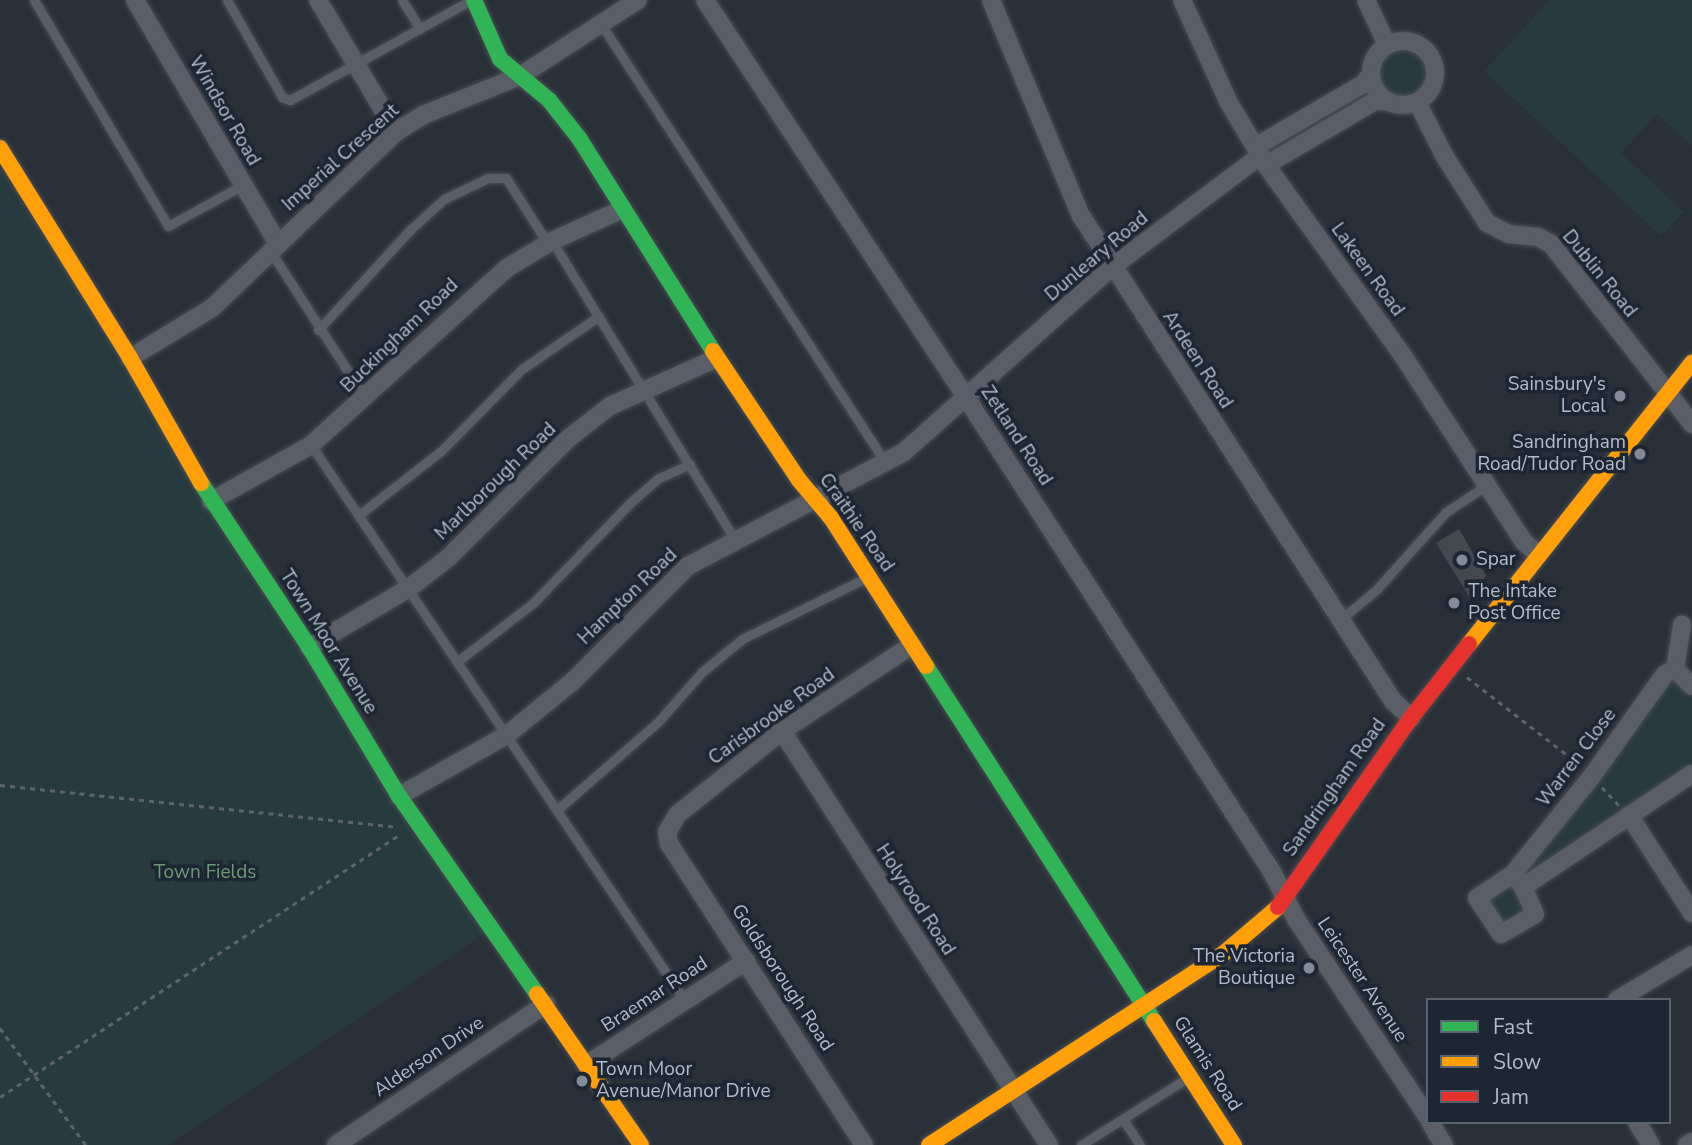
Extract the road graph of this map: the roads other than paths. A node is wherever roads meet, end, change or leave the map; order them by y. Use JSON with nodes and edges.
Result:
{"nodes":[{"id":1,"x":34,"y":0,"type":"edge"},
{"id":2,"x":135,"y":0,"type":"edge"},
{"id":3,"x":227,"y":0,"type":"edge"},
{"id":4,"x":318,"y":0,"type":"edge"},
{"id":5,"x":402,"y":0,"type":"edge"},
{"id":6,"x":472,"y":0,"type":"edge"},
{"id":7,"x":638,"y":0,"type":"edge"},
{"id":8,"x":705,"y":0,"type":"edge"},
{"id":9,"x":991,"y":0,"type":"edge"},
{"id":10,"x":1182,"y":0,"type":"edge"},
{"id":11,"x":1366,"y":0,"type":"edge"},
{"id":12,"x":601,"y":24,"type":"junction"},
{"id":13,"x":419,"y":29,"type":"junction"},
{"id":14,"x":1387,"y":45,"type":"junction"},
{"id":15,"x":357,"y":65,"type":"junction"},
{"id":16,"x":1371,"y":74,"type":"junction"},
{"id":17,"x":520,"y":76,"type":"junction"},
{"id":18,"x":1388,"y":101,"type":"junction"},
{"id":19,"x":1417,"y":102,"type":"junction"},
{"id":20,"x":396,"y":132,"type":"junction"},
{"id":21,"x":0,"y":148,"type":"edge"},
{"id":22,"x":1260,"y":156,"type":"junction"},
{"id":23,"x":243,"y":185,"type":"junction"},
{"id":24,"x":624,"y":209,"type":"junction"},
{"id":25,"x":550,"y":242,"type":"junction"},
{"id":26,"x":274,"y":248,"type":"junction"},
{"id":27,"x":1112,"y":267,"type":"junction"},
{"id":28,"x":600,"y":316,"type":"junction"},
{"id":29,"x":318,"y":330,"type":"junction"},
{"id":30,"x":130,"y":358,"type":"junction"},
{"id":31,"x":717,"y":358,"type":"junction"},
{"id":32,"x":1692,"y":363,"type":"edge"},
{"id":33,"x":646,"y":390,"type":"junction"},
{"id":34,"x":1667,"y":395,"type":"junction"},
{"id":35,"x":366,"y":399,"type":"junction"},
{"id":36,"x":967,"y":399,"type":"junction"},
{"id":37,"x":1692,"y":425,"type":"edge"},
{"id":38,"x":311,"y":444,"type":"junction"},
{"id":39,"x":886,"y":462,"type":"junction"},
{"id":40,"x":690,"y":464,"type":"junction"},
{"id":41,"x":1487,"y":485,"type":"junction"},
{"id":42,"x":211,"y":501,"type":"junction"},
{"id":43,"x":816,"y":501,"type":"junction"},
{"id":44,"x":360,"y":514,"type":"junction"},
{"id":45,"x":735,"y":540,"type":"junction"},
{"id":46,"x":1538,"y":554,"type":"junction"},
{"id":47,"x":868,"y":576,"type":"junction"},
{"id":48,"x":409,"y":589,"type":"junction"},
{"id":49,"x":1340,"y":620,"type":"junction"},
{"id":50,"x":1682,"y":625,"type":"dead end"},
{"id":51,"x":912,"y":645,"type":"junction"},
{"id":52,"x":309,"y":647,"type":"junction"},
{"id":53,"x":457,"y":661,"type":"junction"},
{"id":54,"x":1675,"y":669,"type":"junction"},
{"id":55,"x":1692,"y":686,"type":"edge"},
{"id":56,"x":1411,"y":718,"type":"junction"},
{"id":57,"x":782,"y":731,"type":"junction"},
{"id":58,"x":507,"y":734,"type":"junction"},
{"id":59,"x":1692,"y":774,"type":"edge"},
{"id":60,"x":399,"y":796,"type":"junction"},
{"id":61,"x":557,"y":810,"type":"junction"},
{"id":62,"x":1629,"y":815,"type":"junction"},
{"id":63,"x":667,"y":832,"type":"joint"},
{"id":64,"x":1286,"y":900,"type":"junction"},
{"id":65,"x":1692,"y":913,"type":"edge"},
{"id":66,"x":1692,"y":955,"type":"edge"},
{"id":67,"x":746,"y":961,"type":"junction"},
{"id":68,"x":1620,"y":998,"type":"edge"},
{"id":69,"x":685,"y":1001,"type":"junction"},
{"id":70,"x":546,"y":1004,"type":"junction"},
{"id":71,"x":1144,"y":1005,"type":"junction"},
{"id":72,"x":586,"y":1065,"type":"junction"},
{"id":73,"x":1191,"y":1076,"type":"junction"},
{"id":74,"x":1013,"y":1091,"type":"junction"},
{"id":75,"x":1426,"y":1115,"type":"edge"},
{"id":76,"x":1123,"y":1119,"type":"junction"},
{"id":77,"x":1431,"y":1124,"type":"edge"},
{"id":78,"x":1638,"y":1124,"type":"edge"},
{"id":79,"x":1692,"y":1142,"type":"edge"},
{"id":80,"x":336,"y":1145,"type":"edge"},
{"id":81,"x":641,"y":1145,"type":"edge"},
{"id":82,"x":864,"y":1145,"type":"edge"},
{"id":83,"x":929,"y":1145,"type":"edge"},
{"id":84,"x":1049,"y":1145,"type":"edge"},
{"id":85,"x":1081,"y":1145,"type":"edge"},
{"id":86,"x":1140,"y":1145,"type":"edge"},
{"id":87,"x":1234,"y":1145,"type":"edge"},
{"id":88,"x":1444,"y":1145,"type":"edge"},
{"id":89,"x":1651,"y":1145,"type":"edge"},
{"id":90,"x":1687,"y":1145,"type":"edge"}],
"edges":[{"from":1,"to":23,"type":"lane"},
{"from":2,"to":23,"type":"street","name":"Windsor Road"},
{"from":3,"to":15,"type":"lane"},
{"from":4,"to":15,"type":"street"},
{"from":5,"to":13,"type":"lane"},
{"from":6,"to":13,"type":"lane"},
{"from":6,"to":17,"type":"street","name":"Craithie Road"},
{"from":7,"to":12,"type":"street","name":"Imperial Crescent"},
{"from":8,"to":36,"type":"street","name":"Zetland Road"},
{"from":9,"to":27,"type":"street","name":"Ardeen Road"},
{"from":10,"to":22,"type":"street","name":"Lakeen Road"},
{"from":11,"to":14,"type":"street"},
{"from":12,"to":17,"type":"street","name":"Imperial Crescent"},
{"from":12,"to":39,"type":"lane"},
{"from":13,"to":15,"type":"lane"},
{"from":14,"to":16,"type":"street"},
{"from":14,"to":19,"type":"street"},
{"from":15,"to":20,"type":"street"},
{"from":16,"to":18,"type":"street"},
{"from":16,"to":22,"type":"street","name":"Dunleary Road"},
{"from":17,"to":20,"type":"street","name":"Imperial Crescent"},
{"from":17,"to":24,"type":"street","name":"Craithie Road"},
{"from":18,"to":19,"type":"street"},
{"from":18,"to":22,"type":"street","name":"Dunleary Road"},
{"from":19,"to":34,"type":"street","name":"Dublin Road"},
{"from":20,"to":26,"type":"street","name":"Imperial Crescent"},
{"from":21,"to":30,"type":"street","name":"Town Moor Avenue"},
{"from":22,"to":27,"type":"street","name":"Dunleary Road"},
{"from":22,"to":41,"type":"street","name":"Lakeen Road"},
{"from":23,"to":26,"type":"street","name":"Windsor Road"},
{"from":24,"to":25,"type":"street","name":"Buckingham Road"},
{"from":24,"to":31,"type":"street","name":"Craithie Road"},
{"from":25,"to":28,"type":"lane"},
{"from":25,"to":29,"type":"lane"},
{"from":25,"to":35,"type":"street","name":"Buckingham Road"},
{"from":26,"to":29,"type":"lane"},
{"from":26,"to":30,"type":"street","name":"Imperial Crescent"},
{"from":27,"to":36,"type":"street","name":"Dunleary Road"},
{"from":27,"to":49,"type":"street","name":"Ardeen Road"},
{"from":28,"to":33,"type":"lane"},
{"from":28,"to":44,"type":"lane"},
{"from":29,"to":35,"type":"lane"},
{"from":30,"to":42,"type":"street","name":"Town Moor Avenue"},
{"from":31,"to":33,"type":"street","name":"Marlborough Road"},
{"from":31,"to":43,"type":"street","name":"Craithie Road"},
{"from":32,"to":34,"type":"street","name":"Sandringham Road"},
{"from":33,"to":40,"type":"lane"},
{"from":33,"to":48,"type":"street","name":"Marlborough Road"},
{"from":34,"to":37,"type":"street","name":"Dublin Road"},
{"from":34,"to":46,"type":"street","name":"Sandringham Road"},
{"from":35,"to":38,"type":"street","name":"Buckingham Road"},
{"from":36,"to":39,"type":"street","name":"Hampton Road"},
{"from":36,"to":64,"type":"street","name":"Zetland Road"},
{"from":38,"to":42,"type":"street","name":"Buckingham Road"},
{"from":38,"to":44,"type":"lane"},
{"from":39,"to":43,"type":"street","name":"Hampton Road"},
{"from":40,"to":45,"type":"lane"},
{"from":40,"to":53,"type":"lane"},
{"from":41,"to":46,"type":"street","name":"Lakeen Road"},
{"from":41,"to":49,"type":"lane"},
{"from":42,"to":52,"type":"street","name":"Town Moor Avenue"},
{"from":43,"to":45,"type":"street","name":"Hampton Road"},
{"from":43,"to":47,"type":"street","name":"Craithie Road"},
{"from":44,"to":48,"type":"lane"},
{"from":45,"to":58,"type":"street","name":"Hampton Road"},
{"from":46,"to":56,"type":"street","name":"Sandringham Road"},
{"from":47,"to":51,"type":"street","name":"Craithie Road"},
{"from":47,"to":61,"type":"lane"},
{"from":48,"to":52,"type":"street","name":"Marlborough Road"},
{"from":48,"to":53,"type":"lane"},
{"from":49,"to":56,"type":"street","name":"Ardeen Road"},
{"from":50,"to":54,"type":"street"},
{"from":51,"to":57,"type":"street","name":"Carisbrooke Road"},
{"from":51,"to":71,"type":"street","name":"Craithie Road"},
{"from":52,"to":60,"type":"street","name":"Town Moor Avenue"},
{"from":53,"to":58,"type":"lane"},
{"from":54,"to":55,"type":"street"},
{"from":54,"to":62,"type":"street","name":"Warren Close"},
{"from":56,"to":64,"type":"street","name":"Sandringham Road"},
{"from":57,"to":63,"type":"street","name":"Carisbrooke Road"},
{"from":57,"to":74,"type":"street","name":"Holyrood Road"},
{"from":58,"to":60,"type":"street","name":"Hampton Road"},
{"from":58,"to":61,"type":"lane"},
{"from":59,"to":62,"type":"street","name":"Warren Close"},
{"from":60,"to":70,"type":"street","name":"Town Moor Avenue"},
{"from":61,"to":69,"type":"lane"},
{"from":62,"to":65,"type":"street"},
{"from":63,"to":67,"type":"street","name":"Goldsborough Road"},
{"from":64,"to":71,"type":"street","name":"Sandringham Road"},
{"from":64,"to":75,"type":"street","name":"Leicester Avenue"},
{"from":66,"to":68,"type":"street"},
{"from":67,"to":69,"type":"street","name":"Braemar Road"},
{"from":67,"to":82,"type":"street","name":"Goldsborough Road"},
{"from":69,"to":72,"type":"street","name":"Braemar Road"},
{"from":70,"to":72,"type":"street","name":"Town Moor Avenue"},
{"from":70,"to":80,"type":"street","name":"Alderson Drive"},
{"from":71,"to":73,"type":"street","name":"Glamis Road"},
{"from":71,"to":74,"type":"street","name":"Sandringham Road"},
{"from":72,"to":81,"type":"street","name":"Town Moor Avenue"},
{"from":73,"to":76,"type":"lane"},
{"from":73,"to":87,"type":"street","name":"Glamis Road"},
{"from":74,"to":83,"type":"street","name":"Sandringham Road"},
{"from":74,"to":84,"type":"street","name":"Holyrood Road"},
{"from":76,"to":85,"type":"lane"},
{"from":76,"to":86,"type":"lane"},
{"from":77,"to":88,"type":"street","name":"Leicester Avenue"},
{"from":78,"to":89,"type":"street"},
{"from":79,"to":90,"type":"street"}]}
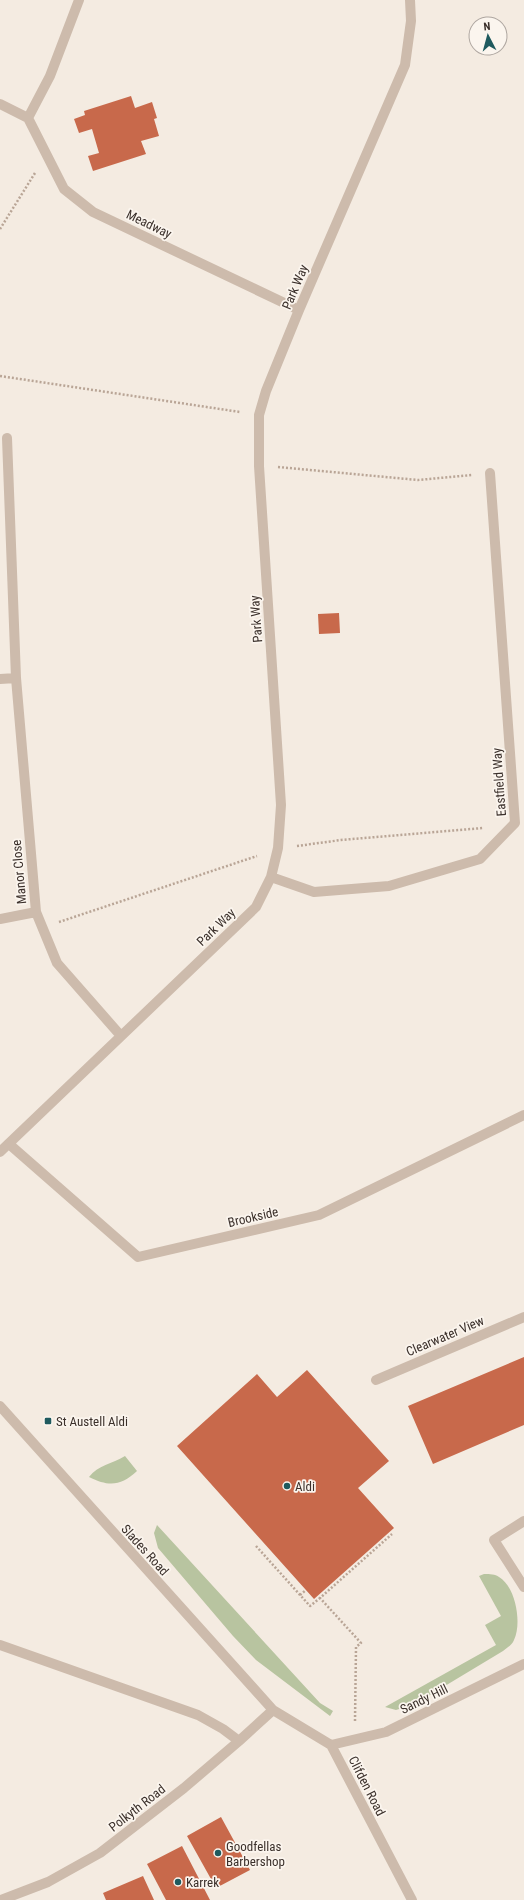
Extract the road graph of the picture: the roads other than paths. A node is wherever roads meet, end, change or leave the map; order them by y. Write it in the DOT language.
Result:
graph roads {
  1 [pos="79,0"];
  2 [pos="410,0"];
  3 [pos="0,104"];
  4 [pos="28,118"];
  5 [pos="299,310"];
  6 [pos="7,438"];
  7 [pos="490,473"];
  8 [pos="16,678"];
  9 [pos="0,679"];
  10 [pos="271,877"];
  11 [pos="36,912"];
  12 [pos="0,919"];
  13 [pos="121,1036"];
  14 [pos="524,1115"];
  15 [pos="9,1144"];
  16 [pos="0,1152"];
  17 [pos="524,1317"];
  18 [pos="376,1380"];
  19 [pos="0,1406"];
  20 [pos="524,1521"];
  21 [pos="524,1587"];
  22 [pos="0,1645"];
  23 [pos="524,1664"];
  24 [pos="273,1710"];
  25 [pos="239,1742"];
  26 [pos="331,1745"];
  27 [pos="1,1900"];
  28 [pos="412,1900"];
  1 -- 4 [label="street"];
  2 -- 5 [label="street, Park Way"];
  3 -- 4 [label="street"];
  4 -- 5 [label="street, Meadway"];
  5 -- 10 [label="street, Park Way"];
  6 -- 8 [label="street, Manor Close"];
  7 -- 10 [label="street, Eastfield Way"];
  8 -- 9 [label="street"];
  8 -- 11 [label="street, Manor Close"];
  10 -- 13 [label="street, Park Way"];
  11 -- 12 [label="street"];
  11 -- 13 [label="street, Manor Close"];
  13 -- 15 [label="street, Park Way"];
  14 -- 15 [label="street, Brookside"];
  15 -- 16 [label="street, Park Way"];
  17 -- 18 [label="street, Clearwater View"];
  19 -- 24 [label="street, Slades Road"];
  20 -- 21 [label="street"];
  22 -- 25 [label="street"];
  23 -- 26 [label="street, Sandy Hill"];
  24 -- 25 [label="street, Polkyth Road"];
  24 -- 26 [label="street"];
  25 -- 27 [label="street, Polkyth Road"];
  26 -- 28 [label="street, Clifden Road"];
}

:::

§ Task details
Filter the entries above and keep only the lines with the word "Lakeen".

§ Answer box
{"from":10,"to":22,"type":"street","name":"Lakeen Road"},
{"from":22,"to":41,"type":"street","name":"Lakeen Road"},
{"from":41,"to":46,"type":"street","name":"Lakeen Road"},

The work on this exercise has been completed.